Task to complete
Wherever the string "other" turns up in the data, copy the whole line.

Source records:
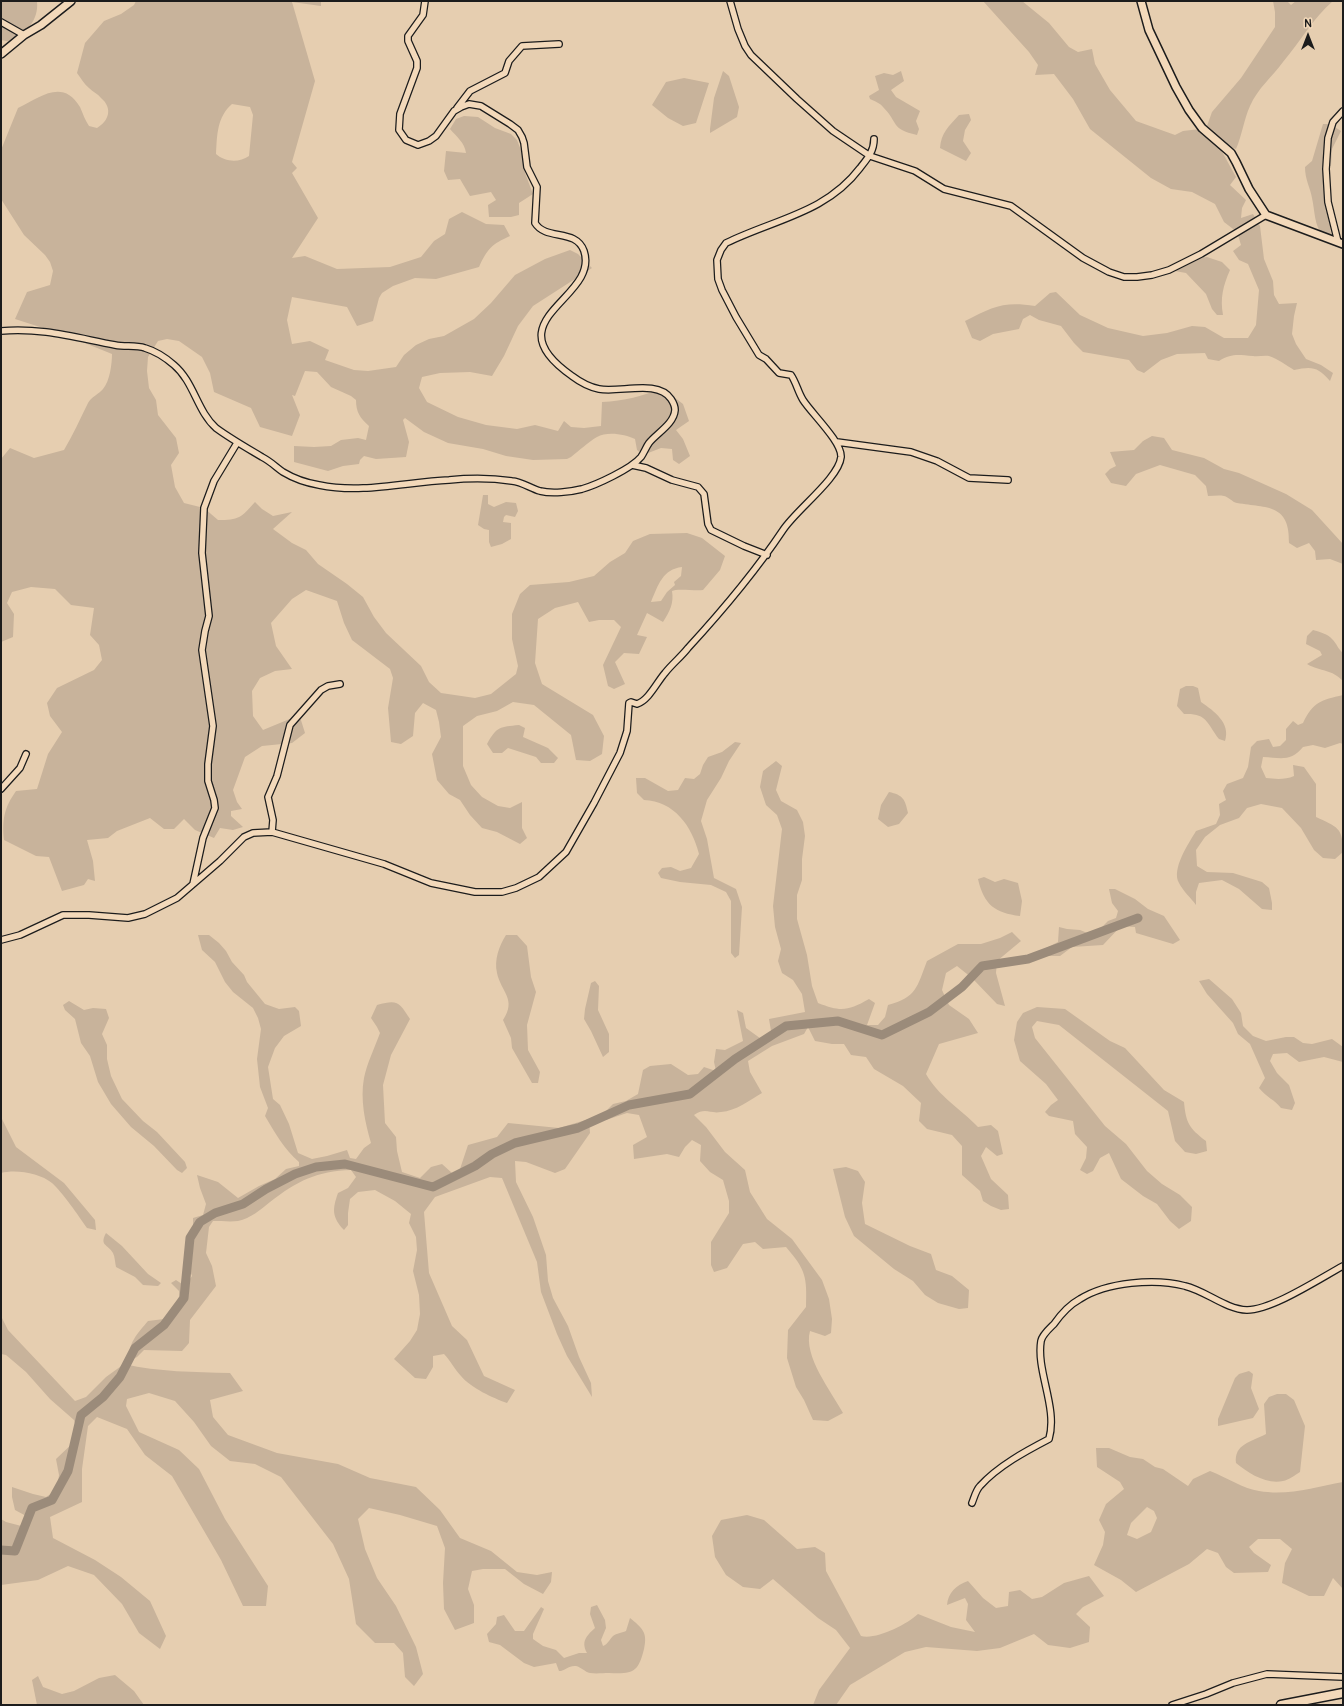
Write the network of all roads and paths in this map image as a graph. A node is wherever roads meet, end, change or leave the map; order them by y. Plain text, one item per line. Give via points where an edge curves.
1 (71, 1) edge
2 (425, 1) edge
3 (730, 1) edge
4 (1141, 1) edge
5 (1, 22) edge
6 (24, 35) junction
7 (559, 44) dead end
8 (1, 54) edge
9 (454, 111) junction
10 (1343, 112) edge
11 (874, 138) dead end
12 (870, 156) junction
13 (1266, 215) junction
14 (1340, 243) edge
15 (1, 331) edge
16 (837, 442) junction
17 (237, 443) junction
18 (642, 457) junction
19 (632, 465) junction
20 (646, 468) junction
21 (1008, 480) dead end
22 (767, 555) junction
23 (340, 684) dead end
24 (26, 754) dead end
25 (1, 789) edge
26 (272, 832) junction
27 (193, 884) junction
28 (1, 940) edge
29 (1343, 1266) edge
30 (972, 1503) dead end
31 (1343, 1677) edge
32 (1343, 1693) edge
33 (1172, 1705) edge
34 (1281, 1705) edge

1 - 6 street
2 - 9 street via 422,15 408,36 417,68 400,114 399,130 411,143 423,144 436,136
3 - 12 street via 738,29 751,55 833,131
4 - 13 street via 1149,30 1186,104 1202,128 1234,158 1249,189
5 - 6 street
6 - 8 street
7 - 9 street via 522,46 509,61 505,73 470,91
9 - 18 street via 464,105 481,106 518,130 524,143 527,169 537,187 535,223 542,231 571,237 583,248 585,260 582,275 548,316 543,326 542,336 546,351 568,373 591,387 614,390 651,388 662,391 672,400 675,407 673,417 649,443
10 - 14 street via 1332,122 1326,169 1328,202
11 - 12 street
12 - 13 street via 915,171 950,191 1011,206 1083,258 1124,277 1152,275 1169,270
12 - 16 street via 856,174 830,198 726,243 717,260 718,279 722,290 759,355 779,374 791,375 803,400
13 - 14 street
15 - 17 street via 34,330 151,350 177,368 212,424
16 - 21 street via 911,452 937,461 969,478
16 - 22 street via 841,457 834,472 823,487 791,519
17 - 19 street via 285,473 317,485 336,488 484,479 518,482 539,491 570,491 593,485
17 - 27 street via 214,481 204,508 202,553 209,616 202,650 213,726 208,781 215,808 203,838
18 - 19 street
18 - 20 street
19 - 20 street
20 - 22 street via 672,480 698,487 704,494 711,530
22 - 26 street via 643,701 637,704 629,703 623,744 594,803 566,852 529,883 502,892 462,890 431,883 384,864
23 - 26 street via 321,690 290,725 277,776 268,797 273,820
24 - 25 street via 16,775
26 - 27 street via 253,833 244,837
27 - 28 street via 177,898 145,914 128,918 63,915 20,935
29 - 30 street via 1268,1306 1248,1310 1232,1307 1187,1286 1167,1282 1141,1282 1097,1290 1080,1298 1064,1311 1041,1339 1041,1360 1052,1430 1049,1439 996,1472 979,1487
31 - 33 street via 1267,1674
32 - 34 main road

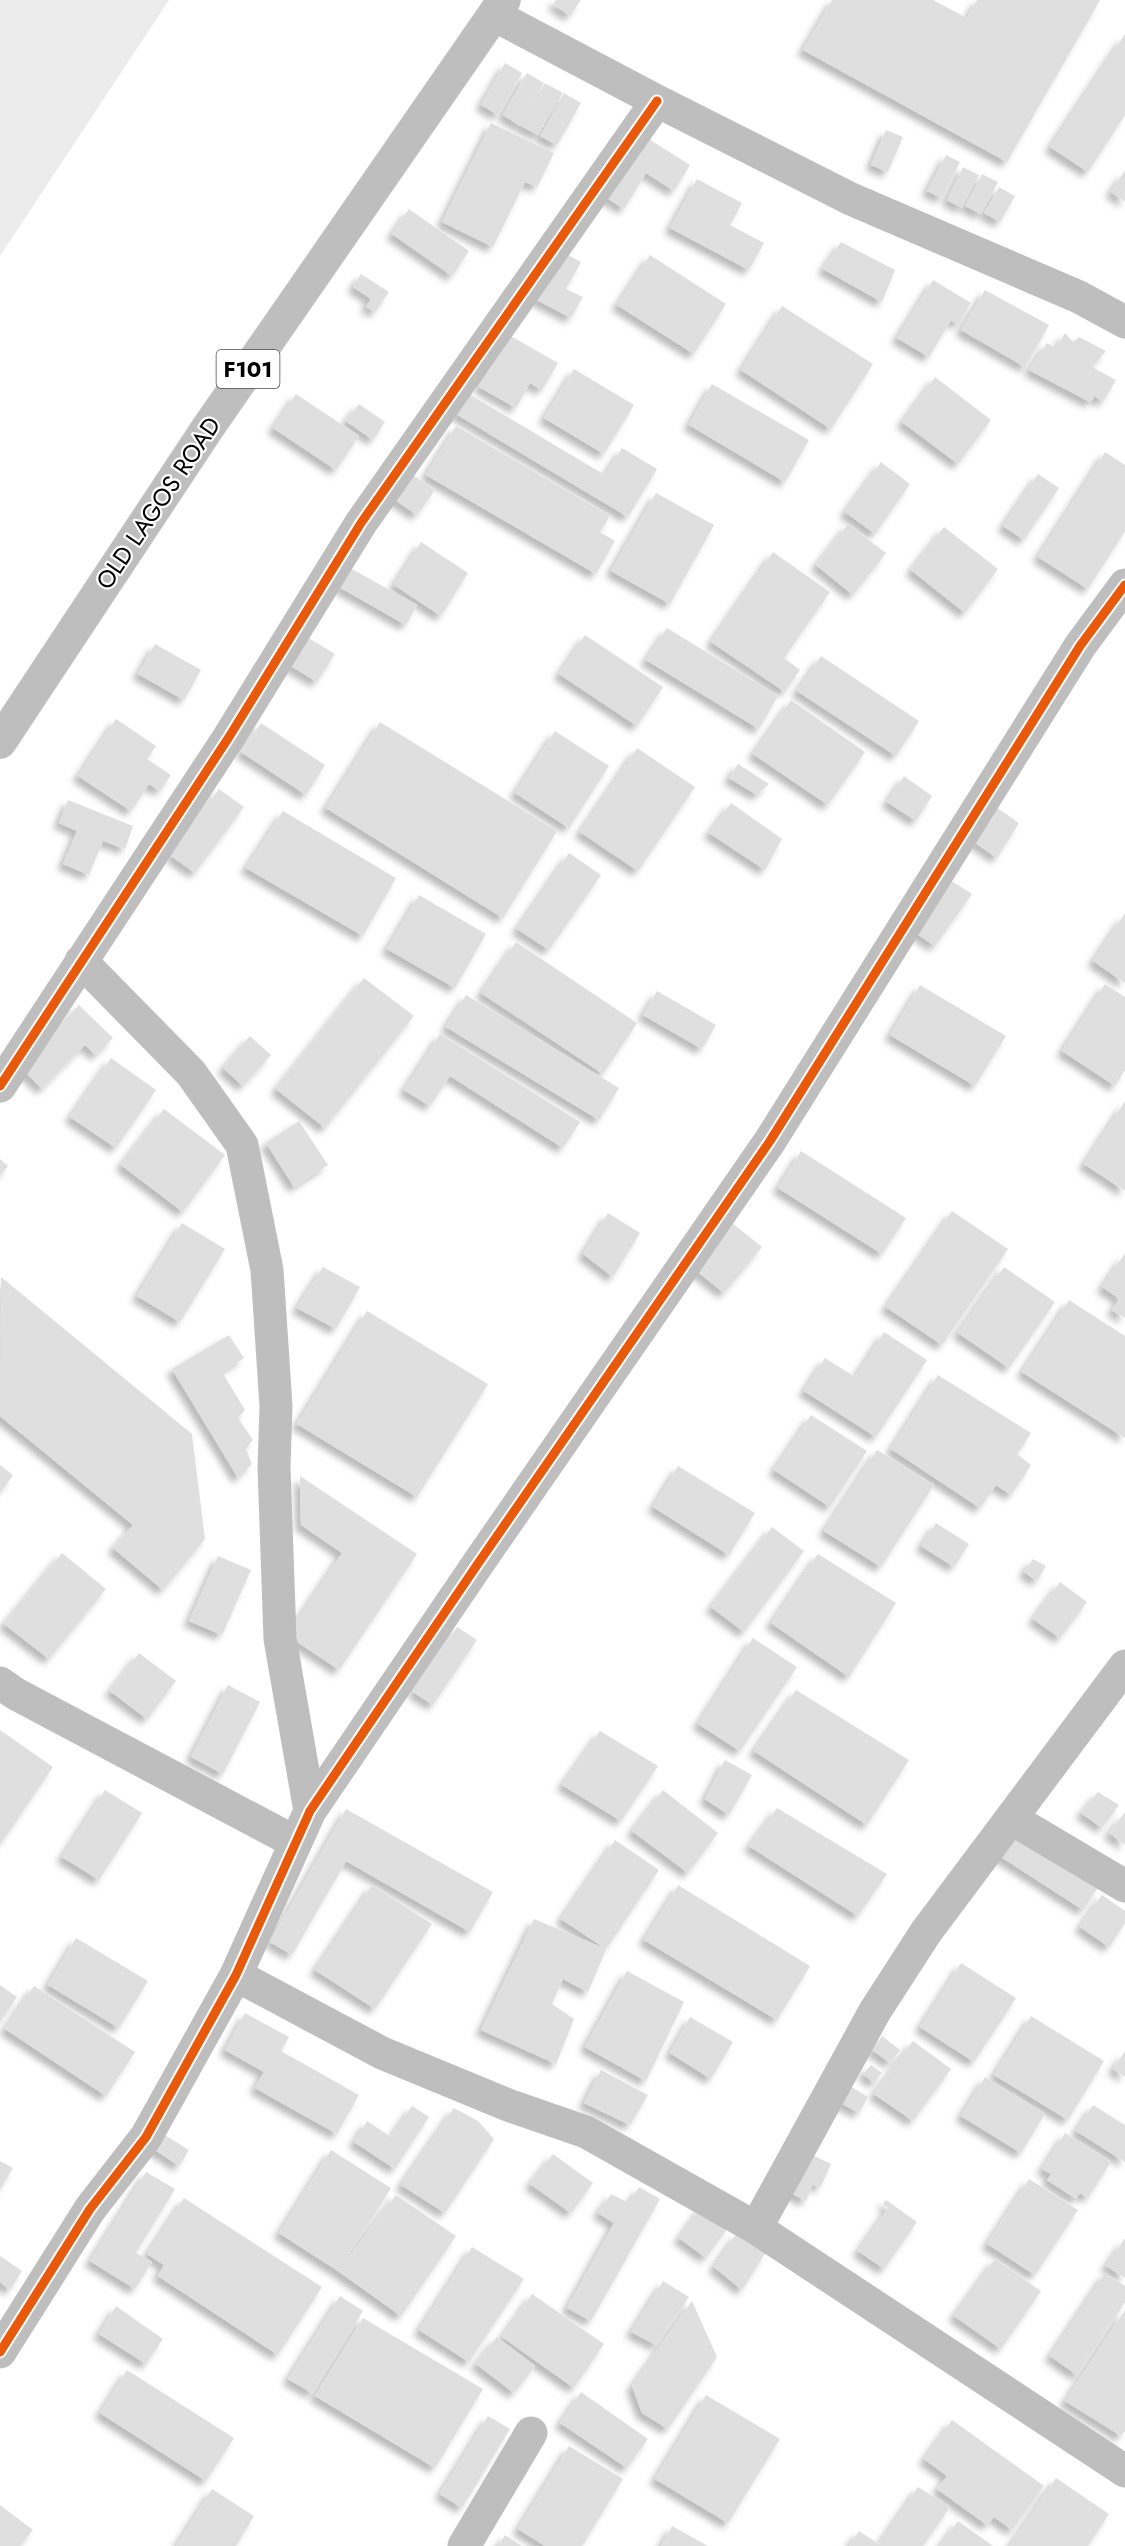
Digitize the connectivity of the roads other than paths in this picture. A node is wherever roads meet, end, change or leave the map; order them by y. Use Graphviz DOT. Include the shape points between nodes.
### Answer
graph roads {
  1 [pos="499,7"];
  2 [pos="657,101"];
  3 [pos="1125,322"];
  4 [pos="1125,585"];
  5 [pos="0,742"];
  6 [pos="81,961"];
  7 [pos="0,1086"];
  8 [pos="1125,1666"];
  9 [pos="0,1683"];
  10 [pos="310,1811"];
  11 [pos="1012,1819"];
  12 [pos="295,1842"];
  13 [pos="1125,1886"];
  14 [pos="236,1975"];
  15 [pos="756,2228"];
  16 [pos="0,2352"];
  17 [pos="531,2433"];
  18 [pos="1125,2471"];
  19 [pos="464,2546"];
  1 -- 2 [label="street"];
  1 -- 5 [label="street, OLD LAGOS ROAD / F101" via="207,429"];
  2 -- 3 [label="street" via="851,199 1079,297"];
  2 -- 6 [label="street" via="361,524 229,737"];
  4 -- 10 [label="street" via="1080,646 770,1141"];
  6 -- 7 [label="street"];
  6 -- 10 [label="street" via="191,1073 242,1145 267,1270 276,1406 274,1467 280,1639"];
  8 -- 11 [label="street"];
  9 -- 12 [label="street"];
  10 -- 12 [label="street"];
  11 -- 13 [label="street"];
  11 -- 15 [label="street" via="926,1932 875,2011"];
  12 -- 14 [label="street"];
  14 -- 15 [label="street" via="382,2053 586,2132"];
  14 -- 16 [label="street" via="146,2137 90,2209"];
  15 -- 18 [label="street"];
  17 -- 19 [label="street"];
}
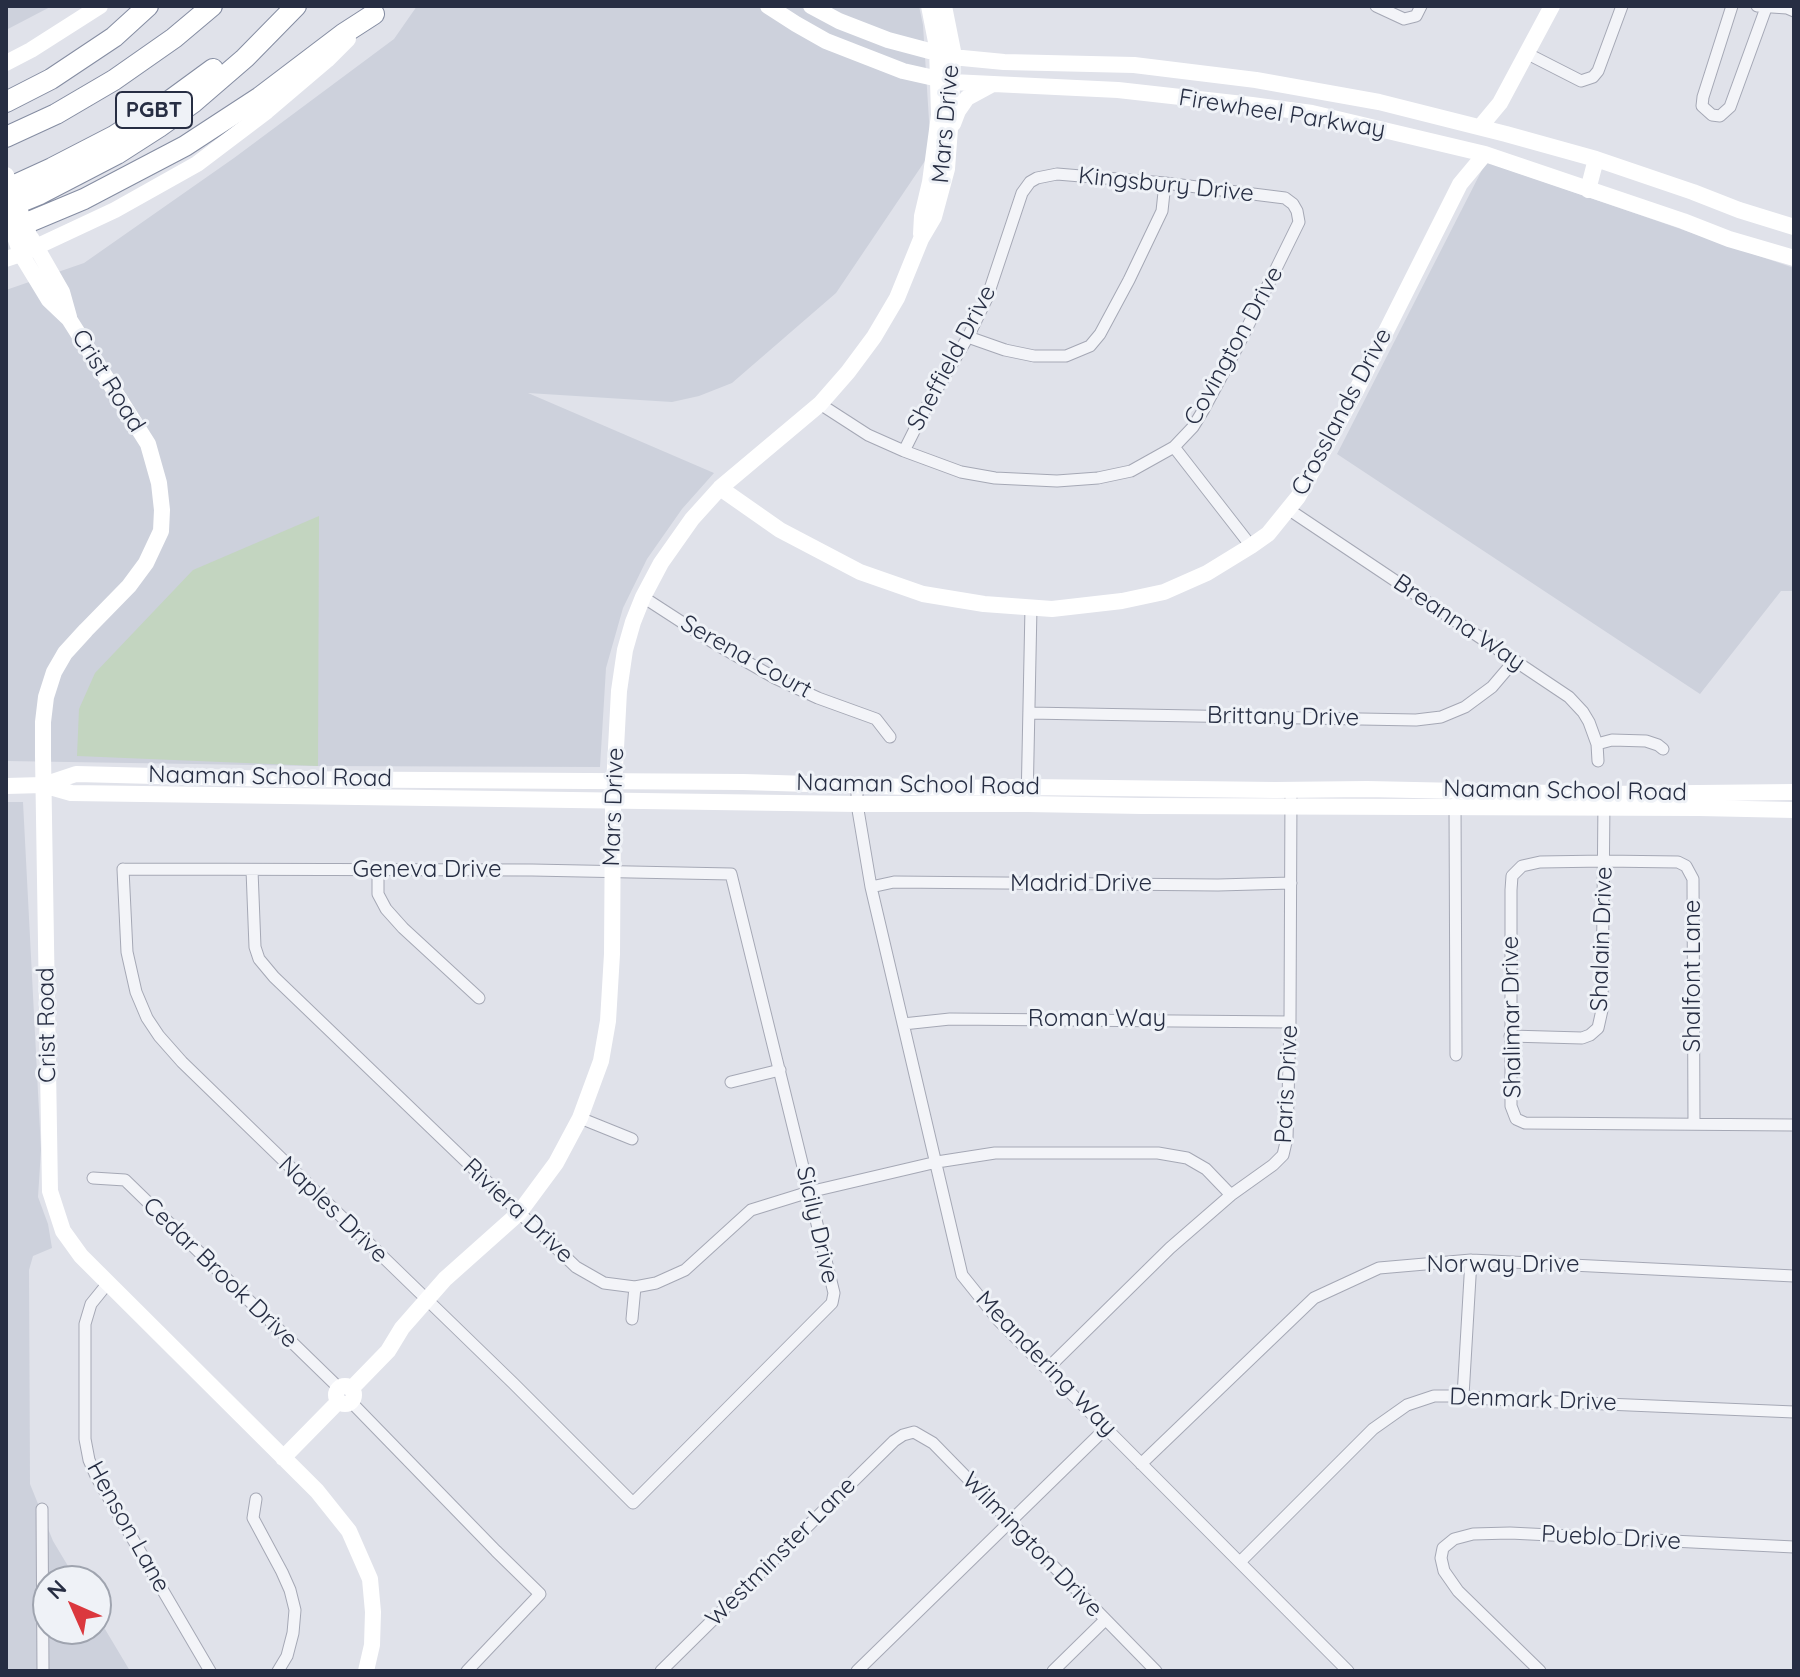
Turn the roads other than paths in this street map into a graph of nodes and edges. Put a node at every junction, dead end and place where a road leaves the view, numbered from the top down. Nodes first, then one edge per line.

Result of the task
Digitize the connectivity of the roads other than paths in this picture. A node is wherever roads meet, end, change or leave the map; order them by y. Use Graphviz DOT. Include the shape points between nodes.
Turn the roads other than paths in this street map into a graph of nodes and edges. Put a node at every junction, dead end and place where a road leaves the view, numbered from the top down. Nodes first, then one edge per line.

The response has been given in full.